TASK INPUT below:

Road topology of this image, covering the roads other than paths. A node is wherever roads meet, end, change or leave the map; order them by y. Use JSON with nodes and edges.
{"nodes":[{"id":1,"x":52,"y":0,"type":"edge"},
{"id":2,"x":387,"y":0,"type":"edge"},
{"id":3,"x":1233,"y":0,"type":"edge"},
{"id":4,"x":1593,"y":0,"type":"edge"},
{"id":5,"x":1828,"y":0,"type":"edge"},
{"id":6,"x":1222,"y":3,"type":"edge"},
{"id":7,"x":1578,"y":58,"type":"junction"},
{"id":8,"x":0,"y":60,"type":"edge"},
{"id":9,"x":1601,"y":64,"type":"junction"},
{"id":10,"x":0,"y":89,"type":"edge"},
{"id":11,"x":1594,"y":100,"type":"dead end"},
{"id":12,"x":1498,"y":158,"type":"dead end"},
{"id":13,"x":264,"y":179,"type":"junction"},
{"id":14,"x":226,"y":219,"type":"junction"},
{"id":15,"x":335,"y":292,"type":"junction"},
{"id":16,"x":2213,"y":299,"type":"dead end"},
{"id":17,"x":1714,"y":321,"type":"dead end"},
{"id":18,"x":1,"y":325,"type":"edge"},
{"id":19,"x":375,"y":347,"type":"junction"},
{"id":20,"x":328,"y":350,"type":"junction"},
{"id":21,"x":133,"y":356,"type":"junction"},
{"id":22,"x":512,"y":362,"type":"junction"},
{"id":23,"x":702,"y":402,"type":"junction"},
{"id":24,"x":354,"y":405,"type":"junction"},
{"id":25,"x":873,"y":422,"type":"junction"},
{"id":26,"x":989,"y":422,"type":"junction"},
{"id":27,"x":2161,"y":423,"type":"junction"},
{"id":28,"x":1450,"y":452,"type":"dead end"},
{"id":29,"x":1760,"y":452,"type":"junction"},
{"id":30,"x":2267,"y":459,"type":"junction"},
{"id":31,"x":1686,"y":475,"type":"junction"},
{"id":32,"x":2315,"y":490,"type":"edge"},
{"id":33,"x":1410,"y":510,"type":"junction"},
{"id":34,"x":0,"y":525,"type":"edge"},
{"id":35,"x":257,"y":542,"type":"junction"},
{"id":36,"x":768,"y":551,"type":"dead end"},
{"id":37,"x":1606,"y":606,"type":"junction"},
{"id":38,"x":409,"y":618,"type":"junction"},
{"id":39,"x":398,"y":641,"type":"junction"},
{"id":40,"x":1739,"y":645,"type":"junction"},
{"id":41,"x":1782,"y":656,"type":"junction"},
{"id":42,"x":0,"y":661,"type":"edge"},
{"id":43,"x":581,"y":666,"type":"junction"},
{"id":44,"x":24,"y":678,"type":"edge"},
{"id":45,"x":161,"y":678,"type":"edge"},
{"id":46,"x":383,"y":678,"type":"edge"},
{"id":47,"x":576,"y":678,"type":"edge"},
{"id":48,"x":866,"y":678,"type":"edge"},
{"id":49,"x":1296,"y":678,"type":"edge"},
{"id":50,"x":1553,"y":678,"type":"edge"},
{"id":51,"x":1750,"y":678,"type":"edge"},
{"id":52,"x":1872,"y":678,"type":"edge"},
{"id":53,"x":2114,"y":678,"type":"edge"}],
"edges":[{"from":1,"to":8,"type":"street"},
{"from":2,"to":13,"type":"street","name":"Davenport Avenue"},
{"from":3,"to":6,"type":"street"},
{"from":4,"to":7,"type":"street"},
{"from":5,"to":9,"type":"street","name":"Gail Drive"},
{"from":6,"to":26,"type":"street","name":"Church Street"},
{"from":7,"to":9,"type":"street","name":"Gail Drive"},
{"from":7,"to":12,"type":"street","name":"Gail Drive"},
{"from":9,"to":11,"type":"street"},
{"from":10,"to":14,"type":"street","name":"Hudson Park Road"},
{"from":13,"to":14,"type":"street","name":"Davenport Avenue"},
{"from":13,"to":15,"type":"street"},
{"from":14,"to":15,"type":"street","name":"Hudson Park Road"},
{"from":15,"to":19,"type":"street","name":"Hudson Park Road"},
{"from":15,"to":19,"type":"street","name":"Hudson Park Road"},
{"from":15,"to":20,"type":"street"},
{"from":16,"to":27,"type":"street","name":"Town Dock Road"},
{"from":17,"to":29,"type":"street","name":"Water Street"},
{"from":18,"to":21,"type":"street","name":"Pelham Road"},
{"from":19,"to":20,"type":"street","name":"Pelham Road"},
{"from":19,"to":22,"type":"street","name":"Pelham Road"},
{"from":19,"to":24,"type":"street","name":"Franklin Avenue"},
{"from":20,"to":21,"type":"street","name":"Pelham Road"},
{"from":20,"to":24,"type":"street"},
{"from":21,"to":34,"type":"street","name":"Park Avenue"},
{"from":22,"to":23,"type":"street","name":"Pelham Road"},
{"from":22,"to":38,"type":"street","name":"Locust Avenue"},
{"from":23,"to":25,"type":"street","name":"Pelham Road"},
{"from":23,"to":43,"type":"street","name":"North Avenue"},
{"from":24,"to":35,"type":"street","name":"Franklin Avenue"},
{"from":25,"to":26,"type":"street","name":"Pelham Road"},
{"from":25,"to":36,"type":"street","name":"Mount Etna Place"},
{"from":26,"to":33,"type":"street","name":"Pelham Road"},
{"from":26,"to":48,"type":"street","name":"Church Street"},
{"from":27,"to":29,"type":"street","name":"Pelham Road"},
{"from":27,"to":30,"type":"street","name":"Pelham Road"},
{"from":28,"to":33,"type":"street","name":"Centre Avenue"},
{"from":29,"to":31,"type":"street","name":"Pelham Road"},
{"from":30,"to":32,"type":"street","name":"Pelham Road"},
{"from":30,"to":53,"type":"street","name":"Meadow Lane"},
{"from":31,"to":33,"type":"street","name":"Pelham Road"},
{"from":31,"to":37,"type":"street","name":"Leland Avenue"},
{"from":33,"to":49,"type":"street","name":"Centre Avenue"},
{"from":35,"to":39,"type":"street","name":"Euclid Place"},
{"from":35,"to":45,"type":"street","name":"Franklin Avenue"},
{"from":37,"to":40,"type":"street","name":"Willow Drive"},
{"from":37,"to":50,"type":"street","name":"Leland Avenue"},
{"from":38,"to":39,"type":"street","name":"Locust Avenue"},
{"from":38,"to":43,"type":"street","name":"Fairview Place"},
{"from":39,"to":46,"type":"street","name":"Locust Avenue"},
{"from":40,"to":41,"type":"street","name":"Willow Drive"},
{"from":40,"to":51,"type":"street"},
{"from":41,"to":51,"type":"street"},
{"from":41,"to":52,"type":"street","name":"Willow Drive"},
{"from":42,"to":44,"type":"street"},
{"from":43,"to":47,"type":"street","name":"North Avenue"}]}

End of TASK INPUT.

- [YOUR OBJECTIVE]:
Where "Locust" occurs in a line of the data above, count that line. Give the final count and no other words.

- [EXERCISE RESULT]:
3